After various appearances on television and stage, Fisher made a successful transition to Hollywood with her portrayal of Mary Jane in the 2002 live-action adaptation of Scooby-Doo, and has since played prominent roles in films such as Wedding Crashers (2005), Confessions of a Shopaholic (2009), Bachelorette (2012), The Great Gatsby, Now You See Me (both 2013), and Nocturnal Animals (2016). Her other notable credits include Swimming Pool (2001), I Heart Huckabees (2004), London (2005), Wedding Daze (2006), The Lookout, Hot Rod (both 2007), Definitely, Maybe (2008), Burke & Hare (2010), Visions (2015), Grimsby, Keeping Up with the Joneses (both 2016), Tag (2018), The Beach Bum, Greed (both 2019), and Blithe Spirit (2020). She has also voiced characters in animated films such as Horton Hears a Who! (2008), Rango (2011), and
Rise of the Guardians (2012). 

Outside film, Fisher played a recurring role on the fourth and fifth seasons of Arrested Development (2013, 2018–19), and currently stars as Mary on Wolf Like Me (2022–present). Fisher has authored two young adult novels and the Marge in Charge book series. She is married to Sacha Baron Cohen, with whom she has three children.

Early life
Fisher was born in Muscat, Oman, on 3 February 1976, she is the daughter of Elspeth Reid and Brian Fisher from Scotland. Her father was working as a banker in Oman for the United Nations. Fisher and her family returned to their hometown of Bathgate, Scotland, then moved to Perth, Western Australia, when she was six. She has four brothers, and said that she had a "great" upbringing in Perth with a "very outdoorsy life". She has stated that her "sensibility is Australian", she has a "laid-back attitude to life", and that she feels "very Australian". She considers herself a feminist. Her mother and siblings live in Athens, Greece, while her father lives in Frankfurt, Germany. Fisher attended Swanbourne Primary School and Methodist Ladies' College, Perth. She appeared in lead roles in school productions such as Little Shop of Horrors. At 21, she attended L'École Internationale de Théâtre Jacques Lecoq in Paris, where she studied clown, mime, musical theatre and commedia dell'arte.

Career

1985–2001: Early acting credits
Fisher made her first on-screen appearances in commercials on Australian television at the age of 9, and made her professional acting debut in 1993 with two guest-starring roles in the children's television shows Bay City and Paradise Beach. At 18, with her mother's help, she published two teen novels, Bewitched and Seduced by Fame. In a 2005 interview with Sunday Mirror, she said that had she not been successful as an actress, she would probably have been a full-time writer.

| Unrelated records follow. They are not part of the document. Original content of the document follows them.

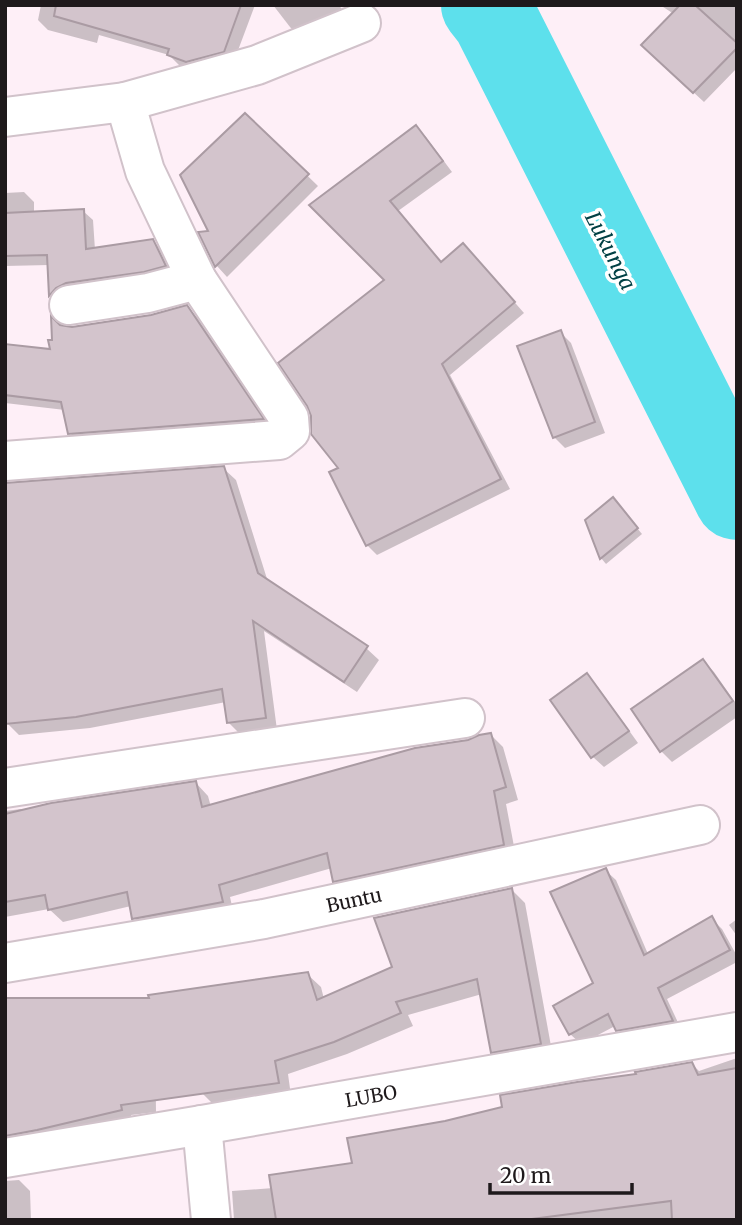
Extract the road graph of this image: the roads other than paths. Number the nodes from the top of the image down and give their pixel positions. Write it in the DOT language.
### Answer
graph roads {
  1 [pos="360,23"];
  2 [pos="125,102"];
  3 [pos="5,117"];
  4 [pos="197,280"];
  5 [pos="69,305"];
  6 [pos="5,461"];
  7 [pos="465,718"];
  8 [pos="5,788"];
  9 [pos="700,825"];
  10 [pos="5,963"];
  11 [pos="737,1032"];
  12 [pos="202,1125"];
  13 [pos="5,1158"];
  14 [pos="211,1220"];
  1 -- 2 [label="street"];
  2 -- 3 [label="street"];
  2 -- 4 [label="street"];
  4 -- 5 [label="street"];
  4 -- 6 [label="street"];
  7 -- 8 [label="street"];
  9 -- 10 [label="street, Buntu"];
  11 -- 12 [label="street, LUBO"];
  12 -- 13 [label="street, LUBO"];
  12 -- 14 [label="street"];
}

Between 1994 and 1997, Fisher played Shannon Reed, a young, unconfident bisexual woman who develops anorexia, on the Australian soap opera Home and Away. In a 1996 interview with The Sun-Herald, she spoke of her success and experiences on the show: "I would be stupid to let it go to my head because it could all end tomorrow and I would just fade back into obscurity [...] I like working on Home and Away but it's a heavy workload so I get stressed out a lot. We work about 15 hours a day, including the time it takes to learn lines. I know a lot of people work those sort of hours but I think we really feel it because most of us are young and fairly inexperienced [...] But I am very grateful because it is good experience. It's like an apprenticeship, but we do it in front of 20 million people so all our mistakes are up for the world to see." For her performance in the series, Fisher received nominations for Most Popular New Talent at the 1995 Logie Awards, and for Most Popular Actress at the 1997 ceremony.

After leaving the soap, Fisher enrolled at L'École Internationale de Théâtre Jacques Lecoq, a theatre and arts training school in Paris, and went on to appear in pantomime in the United Kingdom. She also toured with Darren Day in the musical Summer Holiday; appeared in the London theatre production of Così, and played an ill-fated member of an elite group of international students in the German slasher film Swimming Pool (2001).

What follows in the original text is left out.